What follows is a set of entries. Repeat them exactly, but not their pictures.

_Given data_.
↓↓↓
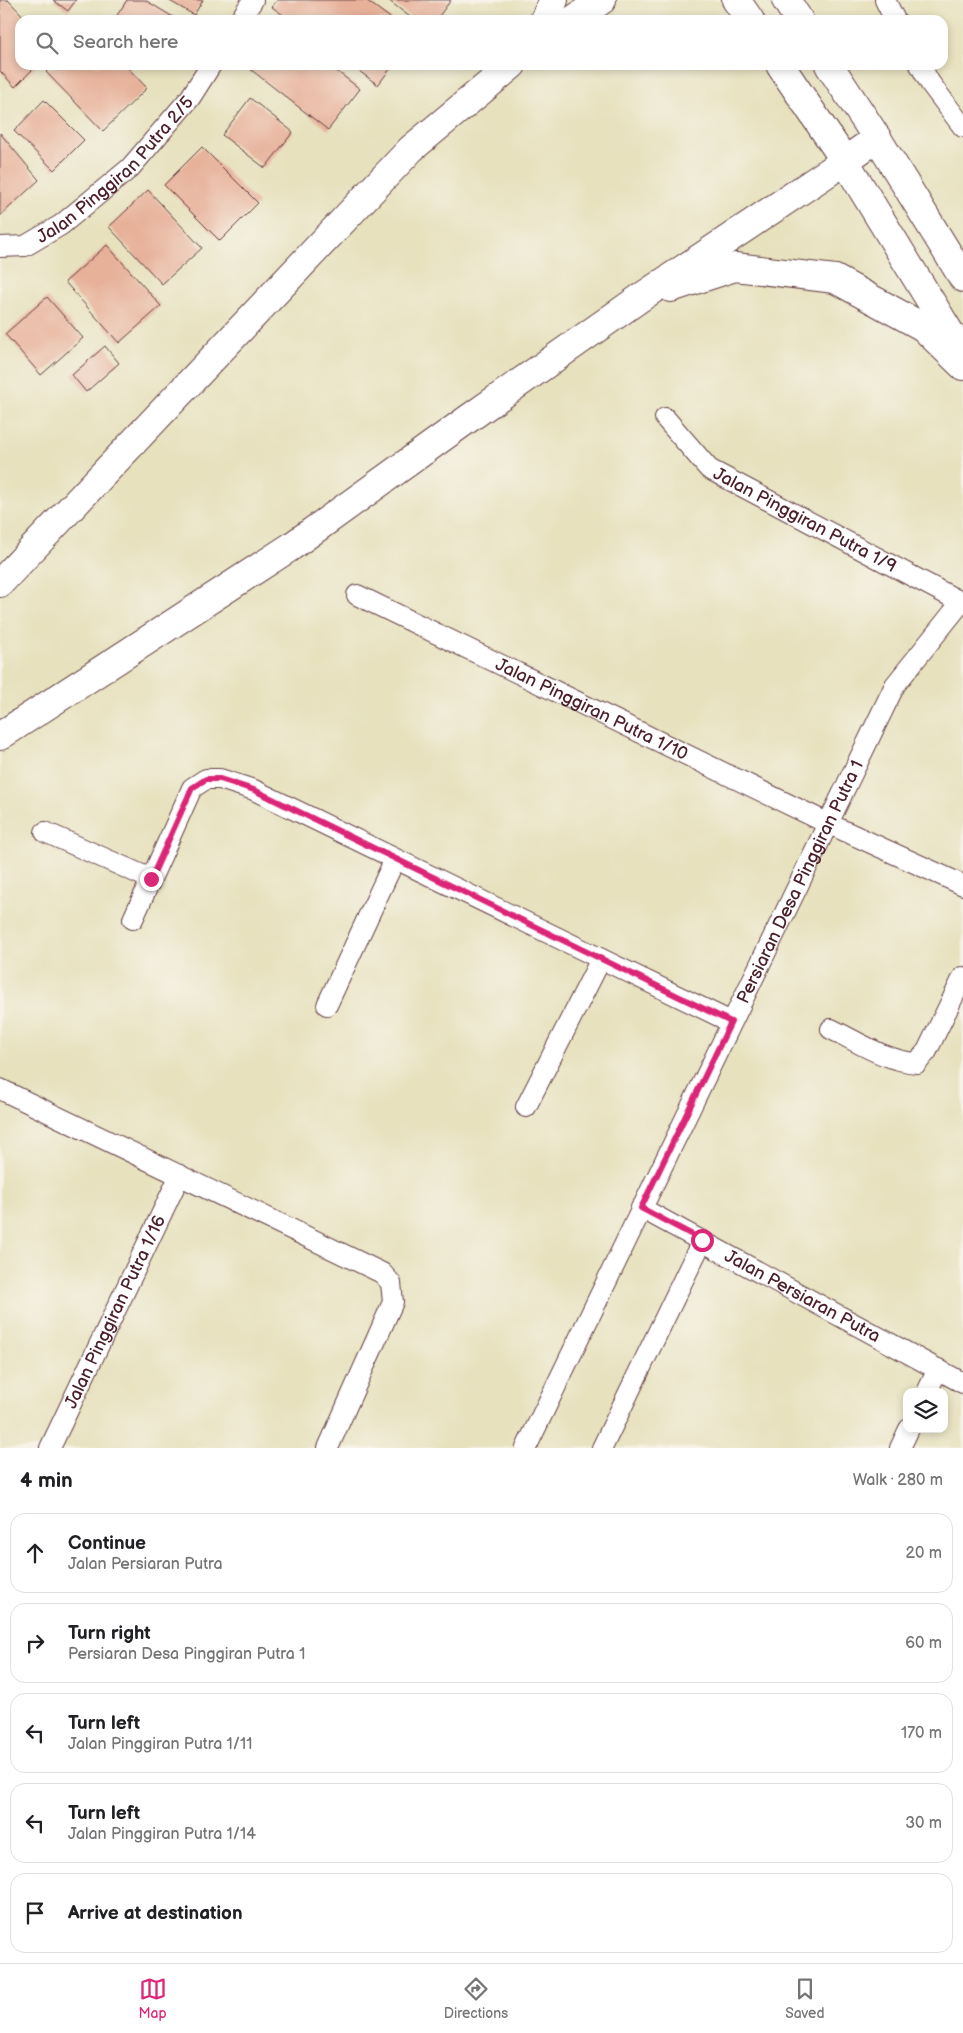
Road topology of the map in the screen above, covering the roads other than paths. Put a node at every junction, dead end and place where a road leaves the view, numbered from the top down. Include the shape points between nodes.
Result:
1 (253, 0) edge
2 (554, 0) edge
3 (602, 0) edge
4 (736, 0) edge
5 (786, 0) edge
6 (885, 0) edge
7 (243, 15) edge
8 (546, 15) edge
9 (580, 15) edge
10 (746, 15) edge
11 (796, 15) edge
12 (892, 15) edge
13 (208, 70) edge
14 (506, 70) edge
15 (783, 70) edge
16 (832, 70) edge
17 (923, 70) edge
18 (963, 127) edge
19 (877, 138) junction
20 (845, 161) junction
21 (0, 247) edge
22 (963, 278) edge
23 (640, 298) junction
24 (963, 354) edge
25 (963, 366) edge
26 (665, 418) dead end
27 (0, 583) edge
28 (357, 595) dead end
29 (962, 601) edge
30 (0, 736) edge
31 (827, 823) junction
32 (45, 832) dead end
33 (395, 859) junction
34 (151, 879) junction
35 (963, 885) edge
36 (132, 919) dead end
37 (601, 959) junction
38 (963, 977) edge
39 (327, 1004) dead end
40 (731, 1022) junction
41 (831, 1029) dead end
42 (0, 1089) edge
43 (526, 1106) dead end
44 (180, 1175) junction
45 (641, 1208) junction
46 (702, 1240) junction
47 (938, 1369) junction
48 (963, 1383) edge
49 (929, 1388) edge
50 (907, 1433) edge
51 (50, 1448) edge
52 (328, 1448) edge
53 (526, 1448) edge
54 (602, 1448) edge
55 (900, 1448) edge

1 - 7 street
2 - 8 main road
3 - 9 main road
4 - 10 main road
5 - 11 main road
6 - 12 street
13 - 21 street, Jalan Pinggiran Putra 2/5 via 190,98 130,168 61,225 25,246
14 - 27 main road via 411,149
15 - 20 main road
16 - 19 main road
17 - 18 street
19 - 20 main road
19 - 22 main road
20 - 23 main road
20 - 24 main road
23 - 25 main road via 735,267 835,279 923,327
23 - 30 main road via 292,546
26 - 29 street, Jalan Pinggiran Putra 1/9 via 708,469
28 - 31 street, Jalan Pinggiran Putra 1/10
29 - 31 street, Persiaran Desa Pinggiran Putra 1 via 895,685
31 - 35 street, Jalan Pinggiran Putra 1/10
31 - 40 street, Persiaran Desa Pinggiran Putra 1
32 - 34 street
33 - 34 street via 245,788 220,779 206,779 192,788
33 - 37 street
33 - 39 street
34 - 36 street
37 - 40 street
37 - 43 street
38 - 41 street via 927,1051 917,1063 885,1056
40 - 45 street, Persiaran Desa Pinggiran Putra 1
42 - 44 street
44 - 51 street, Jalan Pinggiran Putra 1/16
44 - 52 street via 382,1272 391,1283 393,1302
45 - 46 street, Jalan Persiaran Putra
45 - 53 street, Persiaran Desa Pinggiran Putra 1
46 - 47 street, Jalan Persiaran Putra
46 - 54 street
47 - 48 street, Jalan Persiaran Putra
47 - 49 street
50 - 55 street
↑↑↑
_Result of the exercise_.
Road topology of the map in the screen above, covering the roads other than paths. Put a node at every junction, dead end and place where a road leaves the view, numbered from the top down. Include the shape points between nodes.
Result:
1 (253, 0) edge
2 (554, 0) edge
3 (602, 0) edge
4 (736, 0) edge
5 (786, 0) edge
6 (885, 0) edge
7 (243, 15) edge
8 (546, 15) edge
9 (580, 15) edge
10 (746, 15) edge
11 (796, 15) edge
12 (892, 15) edge
13 (208, 70) edge
14 (506, 70) edge
15 (783, 70) edge
16 (832, 70) edge
17 (923, 70) edge
18 (963, 127) edge
19 (877, 138) junction
20 (845, 161) junction
21 (0, 247) edge
22 (963, 278) edge
23 (640, 298) junction
24 (963, 354) edge
25 (963, 366) edge
26 (665, 418) dead end
27 (0, 583) edge
28 (357, 595) dead end
29 (962, 601) edge
30 (0, 736) edge
31 (827, 823) junction
32 (45, 832) dead end
33 (395, 859) junction
34 (151, 879) junction
35 (963, 885) edge
36 (132, 919) dead end
37 (601, 959) junction
38 (963, 977) edge
39 (327, 1004) dead end
40 (731, 1022) junction
41 (831, 1029) dead end
42 (0, 1089) edge
43 (526, 1106) dead end
44 (180, 1175) junction
45 (641, 1208) junction
46 (702, 1240) junction
47 (938, 1369) junction
48 (963, 1383) edge
49 (929, 1388) edge
50 (907, 1433) edge
51 (50, 1448) edge
52 (328, 1448) edge
53 (526, 1448) edge
54 (602, 1448) edge
55 (900, 1448) edge

1 - 7 street
2 - 8 main road
3 - 9 main road
4 - 10 main road
5 - 11 main road
6 - 12 street
13 - 21 street, Jalan Pinggiran Putra 2/5 via 190,98 130,168 61,225 25,246
14 - 27 main road via 411,149
15 - 20 main road
16 - 19 main road
17 - 18 street
19 - 20 main road
19 - 22 main road
20 - 23 main road
20 - 24 main road
23 - 25 main road via 735,267 835,279 923,327
23 - 30 main road via 292,546
26 - 29 street, Jalan Pinggiran Putra 1/9 via 708,469
28 - 31 street, Jalan Pinggiran Putra 1/10
29 - 31 street, Persiaran Desa Pinggiran Putra 1 via 895,685
31 - 35 street, Jalan Pinggiran Putra 1/10
31 - 40 street, Persiaran Desa Pinggiran Putra 1
32 - 34 street
33 - 34 street via 245,788 220,779 206,779 192,788
33 - 37 street
33 - 39 street
34 - 36 street
37 - 40 street
37 - 43 street
38 - 41 street via 927,1051 917,1063 885,1056
40 - 45 street, Persiaran Desa Pinggiran Putra 1
42 - 44 street
44 - 51 street, Jalan Pinggiran Putra 1/16
44 - 52 street via 382,1272 391,1283 393,1302
45 - 46 street, Jalan Persiaran Putra
45 - 53 street, Persiaran Desa Pinggiran Putra 1
46 - 47 street, Jalan Persiaran Putra
46 - 54 street
47 - 48 street, Jalan Persiaran Putra
47 - 49 street
50 - 55 street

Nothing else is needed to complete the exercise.